B) Stridor appearing within a few hours of surgery suggests possible wound hematoma with tracheal compression
C) Stridor appearing later, especially if preceded by paresthesias or muscle cramps, suggests hypocalcemia from transient hypoparathyroidism or inadvertent parathyroidectomy.
HbA1c pitfalls
Hemoglobin A1c is vulnerable to changes in hemoglobin production and survival;
Conditions associated with reduced red blood cell survival (eg, hemoglobinopathies) can cause a misleadingly low A1c,
Conditions associated with reduced red blood cell production (eg, iron deficiency) cause a misleadingly high Alc.
In such cases, the underlying hematologic condition should be corrected and the Alc rechecked. Alternately, serum fructosamine, which measures glycation of serum proteins, can be ordered; this test estimates glycemic control over 6-8 weeks
When to treat subclinical hypothyroidism
1) TSH greater than 10
2) Positive Anti-TPO
3) Goiter
4) Symptomatic
5) Pregnancy
6) Ovulatory dysfunction with infertility
7) Hypercholesterolemia
Hypothyroidism and heart
Initial work-up of patients with chronic pericardial effusion includes a complete blood count, basic metabolic panel, thyroid function tests, anti-double stranded DNA antibodies, and complement levels
Hyperthyroidism in elderly
Hyperthyroidism may present with apathy in older individuals. Shortness of breath, weight loss, and atrial fibrillation occur more commonly in older patients. Screening for hyperthyroidism should be done in older individuals presenting with new onset atrial fibrillation.
Paget disease
Paget disease of bone can be asymptomatic or present with bone pain. Diagnosis is confirmed by radiographic abnormalities and elevated bone alkaline phosphatase. Bone scan can delineate the extent of disease and guide treatment. Bisphosphonates are the preferred treatment
Statin side effects
Statins are associated with an increased risk of diabetes mellitus and worsening glycemic control in patients with established diabetes mellitus. However, this excess risk is significantly less than the reduction in risk for cardiovascular events
Toxic adenoma and toxic multi nodular Goiter treatment
Patients with toxic adenoma or multinodular goiter who have overt hyperthyroidism (low TSH, increased T4) should have definitive treatment with radioactive iodine ablation or surgical thyroidectomy, rather than only symptomatic management
Unlike Graves disease, in which radioiodine ablation leads to postablative hypothyroidism, the radioactive iodine in nodular thyroid disease is taken up primarily in the abnormal tissue, with little damage to the surrounding healthy tissue. Following treatment, most patients are euthyroid
Diabetes test discrepancy
The diagnosis of diabetes or prediabetes requires two abnormal test results from the same sample or in two separate test samples; when there is a discrepancy in screening test results, the abnormal test should be repeated.

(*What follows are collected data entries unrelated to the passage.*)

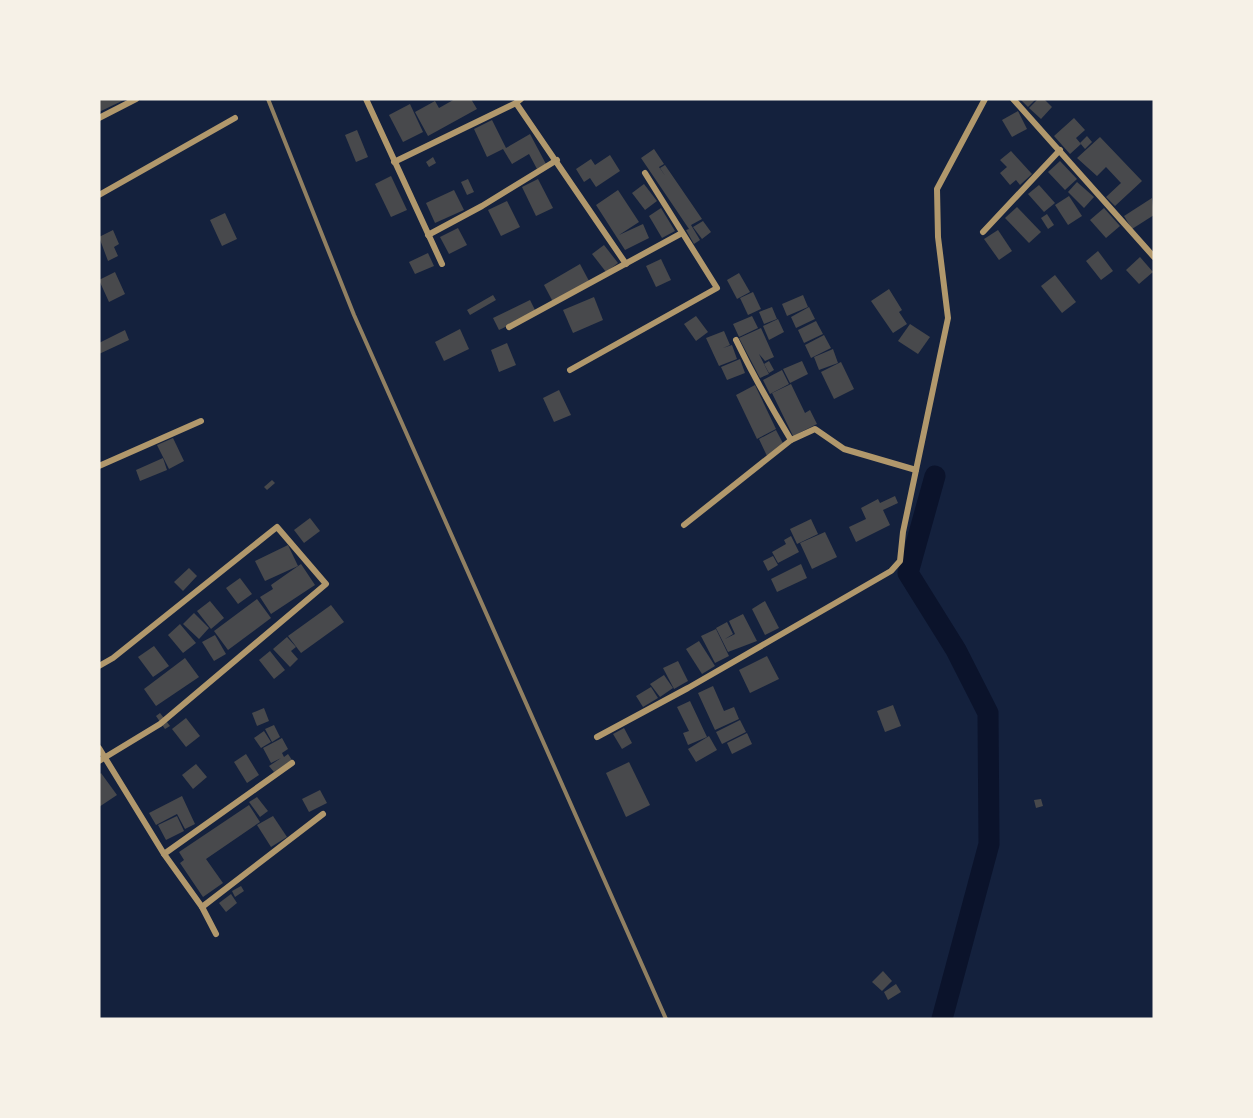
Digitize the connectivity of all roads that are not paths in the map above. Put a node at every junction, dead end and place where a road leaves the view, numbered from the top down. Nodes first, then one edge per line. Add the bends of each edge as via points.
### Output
1 (136, 99) edge
2 (366, 99) edge
3 (985, 99) edge
4 (1013, 99) edge
5 (518, 101) edge
6 (99, 118) edge
7 (235, 118) dead end
8 (1060, 150) junction
9 (557, 160) junction
10 (394, 162) junction
11 (645, 173) dead end
12 (99, 195) edge
13 (983, 232) dead end
14 (682, 233) junction
15 (428, 235) junction
16 (1154, 257) edge
17 (442, 264) dead end
18 (626, 264) junction
19 (509, 327) dead end
20 (736, 340) dead end
21 (570, 370) dead end
22 (201, 421) dead end
23 (791, 440) junction
24 (99, 466) edge
25 (916, 470) junction
26 (684, 525) dead end
27 (99, 666) edge
28 (597, 737) dead end
29 (99, 748) edge
30 (102, 759) edge
31 (292, 763) dead end
32 (323, 814) dead end
33 (164, 854) junction
34 (202, 907) junction
35 (216, 934) dead end

1 - 6 street
2 - 10 street
3 - 25 street via 937,189 938,237 948,318
4 - 8 street
5 - 9 street
5 - 10 street
7 - 12 street
8 - 13 street
8 - 16 street
9 - 15 street
9 - 18 street
10 - 15 street
11 - 14 street
14 - 18 street
14 - 21 street via 717,288
15 - 17 street
18 - 19 street
20 - 23 street
22 - 24 street
23 - 25 street via 815,429 844,449
23 - 26 street
25 - 28 street via 900,561 891,571
27 - 30 street via 277,527 327,584 160,724
29 - 30 street
30 - 33 street
31 - 33 street
32 - 34 street
33 - 34 street
34 - 35 street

Hypogonadism in obese patients
In male patients with obesity, hypogonadism is best diagnosed by a free testosterone assessment because the total testosterone level may be affected by a decrease in the sex hormone–binding globulin level.
Chronic hypoparathyroidism
In chronic hypoparathyroidism, the goals of therapy are to eliminate symptoms while avoiding complications of therapy; monitoring urine calcium excretion is mandatory because hypercalciuria often limits therapy.
Autoimmune polyglandular syndrome type 1
Autoimmune polyglandular syndrome type 1 is an inherited autosomal recessive disorder characterized by chronic mucocutaneous candidiasis, autoimmune hypoparathyroidism, and adrenal insufficiency.
Autoimmune polyglandular syndrome type 2
Autoimmune polyglandular syndrome type 2 is associated with adrenal insufficiency (100%), chronic autoimmune thyroid disease (but occasionally Graves disease), type 1 diabetes mellitus, primary hypogonadism, and diabetes insipidus.